• _About this task_: Using the data below, copy every line that contains the word "node".

• _Task inputs_:
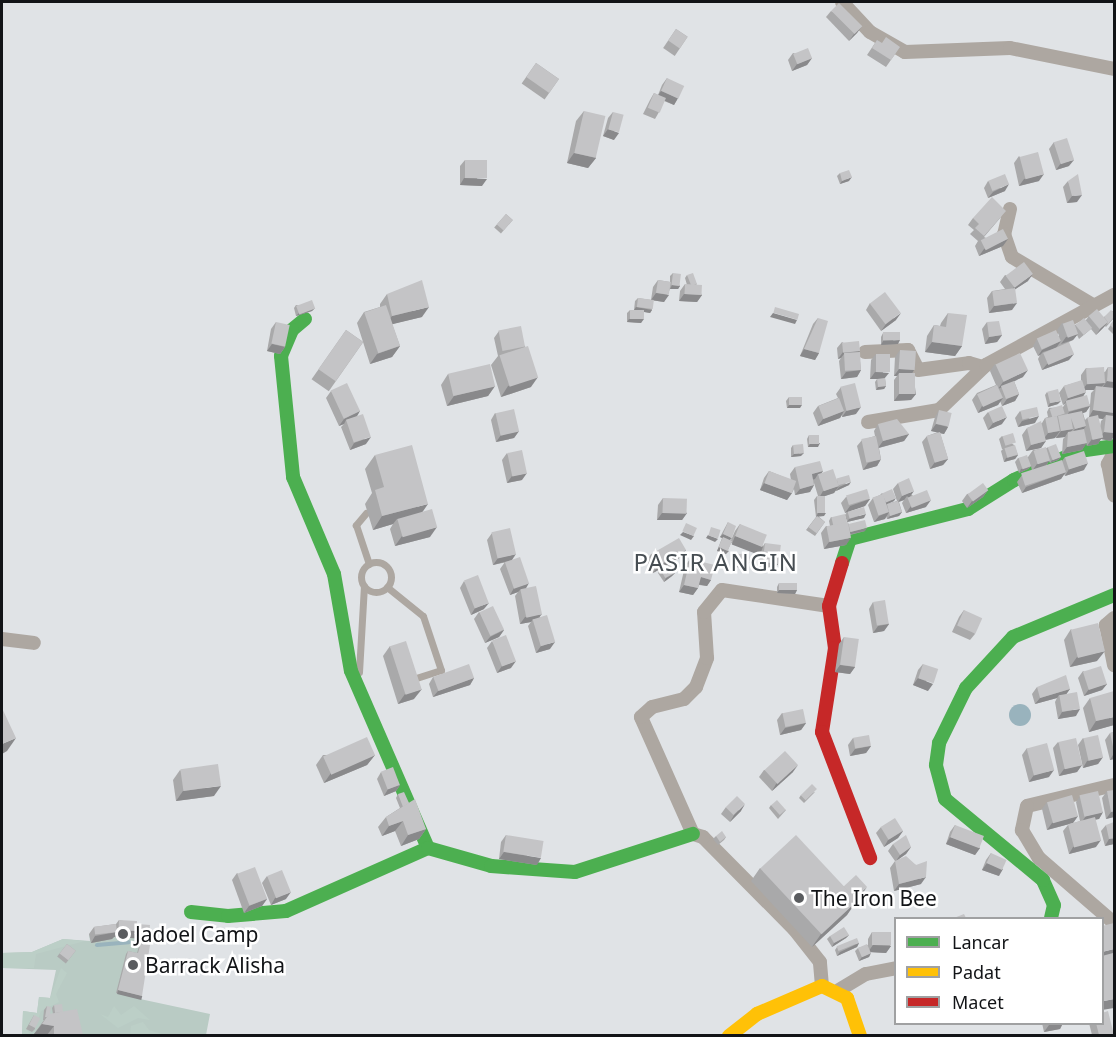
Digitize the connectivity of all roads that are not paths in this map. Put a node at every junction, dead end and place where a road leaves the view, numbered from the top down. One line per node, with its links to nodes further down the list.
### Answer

==

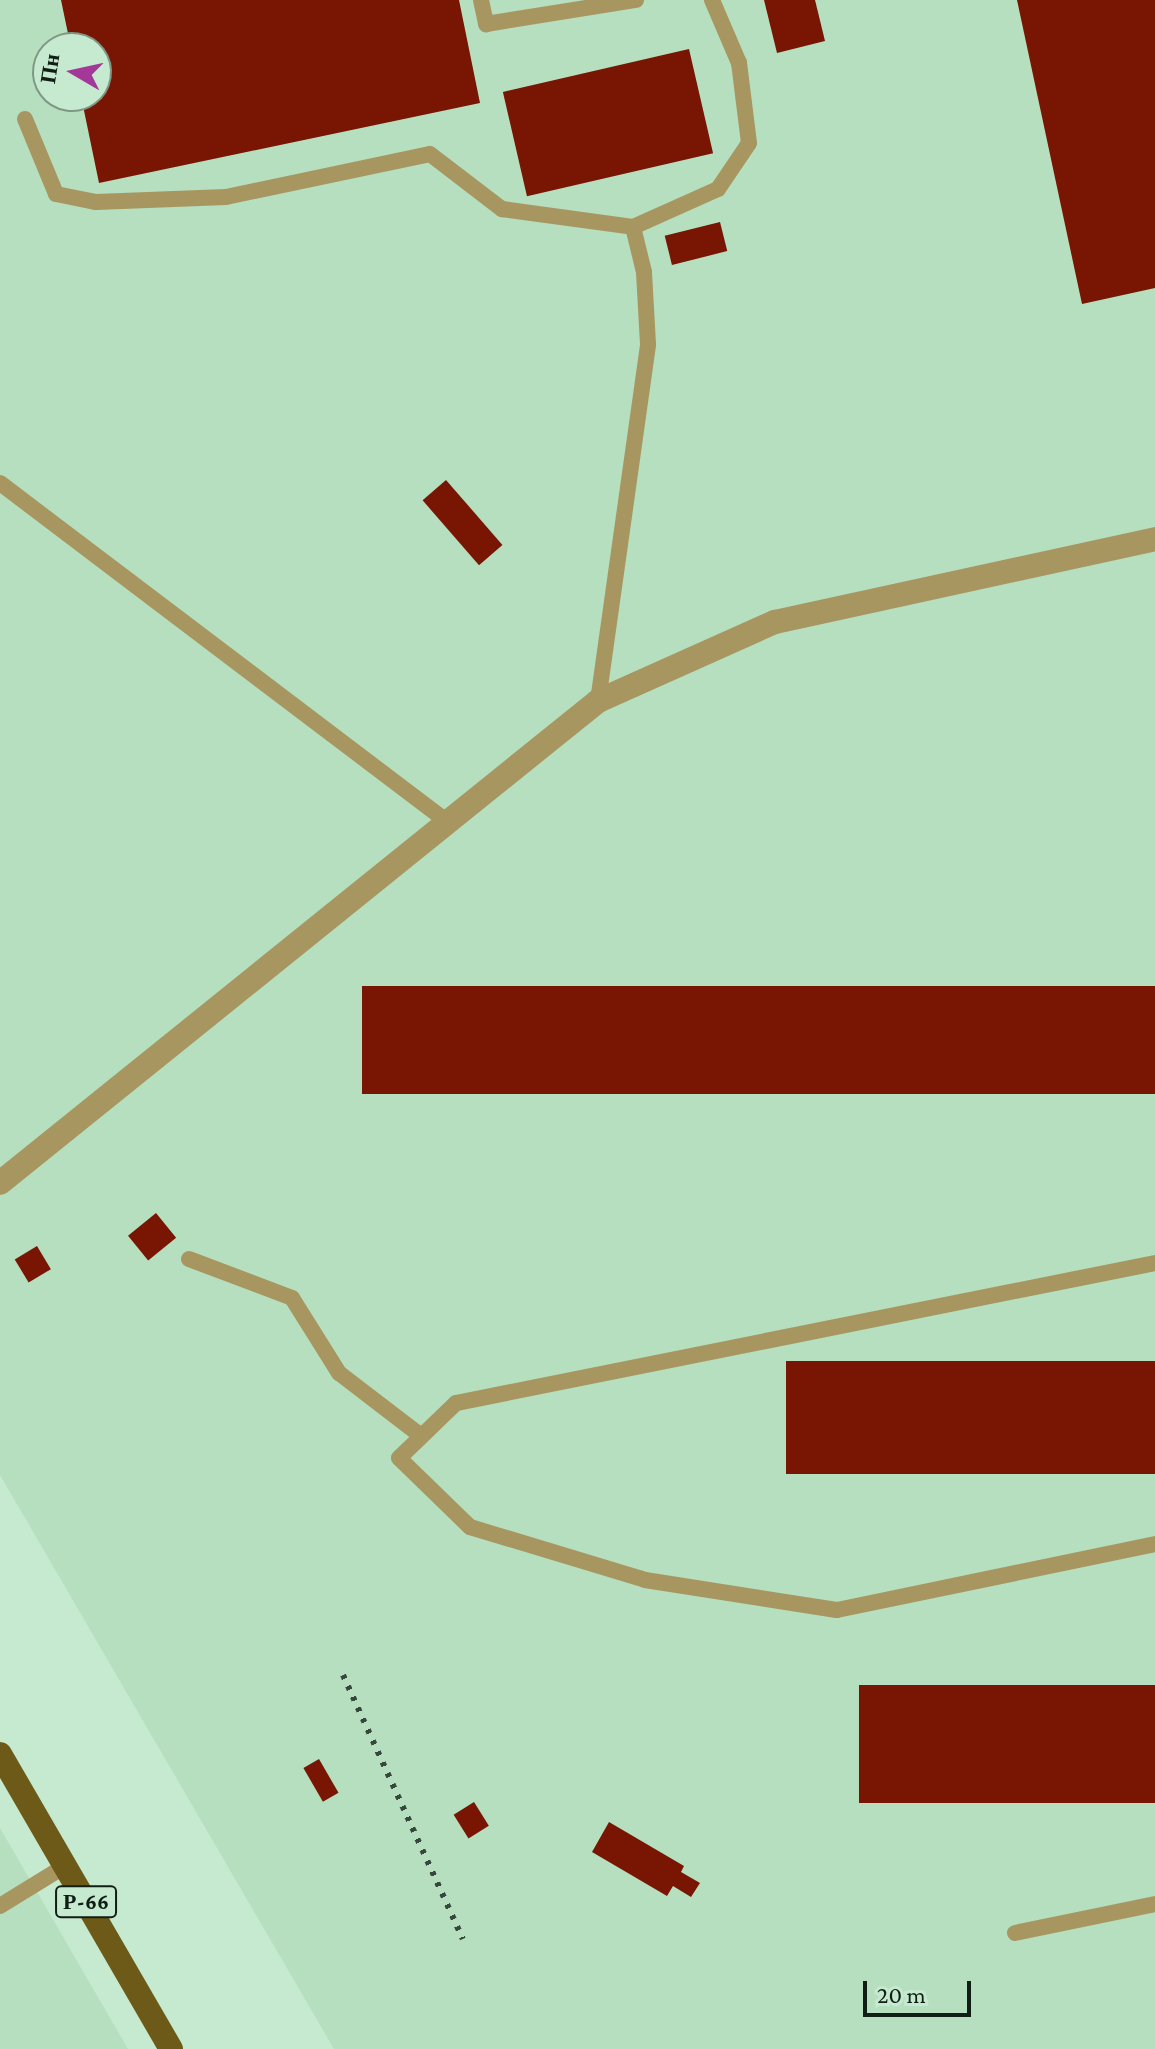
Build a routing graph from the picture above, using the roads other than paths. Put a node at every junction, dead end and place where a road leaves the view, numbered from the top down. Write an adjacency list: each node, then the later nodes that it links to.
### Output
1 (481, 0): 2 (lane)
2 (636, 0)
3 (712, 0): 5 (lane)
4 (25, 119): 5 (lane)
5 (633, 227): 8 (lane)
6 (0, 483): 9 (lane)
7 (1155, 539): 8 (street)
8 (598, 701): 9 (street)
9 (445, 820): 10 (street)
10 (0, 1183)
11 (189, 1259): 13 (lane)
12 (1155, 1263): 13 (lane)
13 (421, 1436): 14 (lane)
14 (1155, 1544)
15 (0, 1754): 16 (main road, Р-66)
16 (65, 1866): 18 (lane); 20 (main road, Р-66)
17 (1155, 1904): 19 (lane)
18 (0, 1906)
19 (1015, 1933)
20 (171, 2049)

• _Written answer_:
Digitize the connectivity of all roads that are not paths in this map. Put a node at every junction, dead end and place where a road leaves the view, numbered from the top down. One line per node, with its links to nodes further down the list.
Build a routing graph from the picture above, using the roads other than paths. Put a node at every junction, dead end and place where a road leaves the view, numbered from the top down. Write an adjacency list: each node, then the later nodes that it links to.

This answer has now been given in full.